Se desbordaron las aguas porque les pertenecía la tierra. La garganta profunda del torrente no pudo tragar tanta lluvia y todo se vino abajo en momentos. Las nubes descargan con fuerza un enojo incomprensible para el ser humano. Solo unas botas de agua altísimas fueron testigos de la escena. El barro llegaba como una cascada achicada por cubos de todos los tamaños. Málaga de nuevo bañada de espejismos acuosos extraordinarios.
Pasaron horas angustiosas y monocordes, acompañadas de un parloteo de alcantarillas que no podían comprender cómo de nuevo la ciudad quedaba arrasada. ¿Cómo se pueden olvidar las imágenes que vimos? En el 89 se rompieron las calles y lloraron las orillas. Tiempo de coche anegado en las cuestas camino al trabajo. Dos niñas pequeñas dentro. El horror de verme arrastrada no puedo describirlo, es más, quiero olvidarlo. Impotencia desamparada. Pensé entonces que era imposible que aquella angustia pasara de nuevo. Pero sucedió en 2012. Dejé de creer en promesa de alcantarillado, en la impermeabilidad de los garajes inaugurados a bombo y platillo, en los estudios logísticos del terreno.
Alguien desde las alturas políticas dijo “nunca más” pero no hizo nada. El otro día flotaban hojas de palmeras quebradas, sueños arrastrados de arena. ¡Ah los arroyos! Los arroyos siguen su camino, pero nadie los remienda. Oídos sordos del consistorio. Montes de arcilla haciéndose pedazos, corriendo ladera abajo arrastrando vertiginosamente el mundo cotidiano.

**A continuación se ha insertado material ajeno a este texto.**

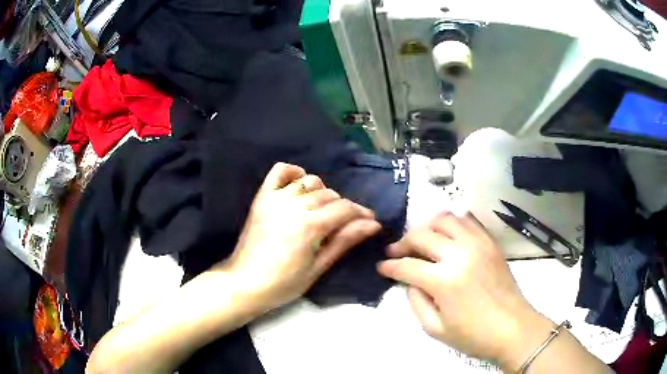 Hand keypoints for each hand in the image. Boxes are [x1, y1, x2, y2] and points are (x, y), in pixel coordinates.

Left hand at [220, 162, 380, 312]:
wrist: (245, 283)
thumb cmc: (284, 283)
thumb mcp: (318, 267)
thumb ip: (344, 241)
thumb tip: (372, 224)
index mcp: (310, 225)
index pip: (345, 208)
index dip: (361, 213)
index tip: (370, 221)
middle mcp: (294, 205)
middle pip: (330, 195)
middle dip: (343, 207)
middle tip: (344, 225)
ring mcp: (276, 198)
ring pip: (310, 182)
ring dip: (322, 193)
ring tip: (322, 211)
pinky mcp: (262, 197)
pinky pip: (280, 172)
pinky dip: (293, 173)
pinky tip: (300, 184)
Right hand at [377, 212, 552, 368]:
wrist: (513, 329)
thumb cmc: (473, 336)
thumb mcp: (435, 329)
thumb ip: (416, 302)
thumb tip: (410, 281)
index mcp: (444, 280)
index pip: (407, 265)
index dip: (390, 266)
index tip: (381, 266)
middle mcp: (460, 254)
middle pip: (423, 235)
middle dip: (403, 242)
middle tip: (396, 252)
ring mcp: (478, 244)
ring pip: (445, 219)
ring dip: (427, 226)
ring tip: (421, 239)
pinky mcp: (491, 243)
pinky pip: (469, 222)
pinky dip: (453, 223)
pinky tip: (447, 235)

Declives rodando sobre habitaciones de hogares deshechos y aislados. Luces que se iban. Teléfonos mudos. El mar se levantó con furia extraordinaria, escupiendo olas que luchaban frente a frente. Rugido pavoroso del agua y de su fuerza. Fracciones de vida que se ha perdido en la negligencia. Taciturna gestión.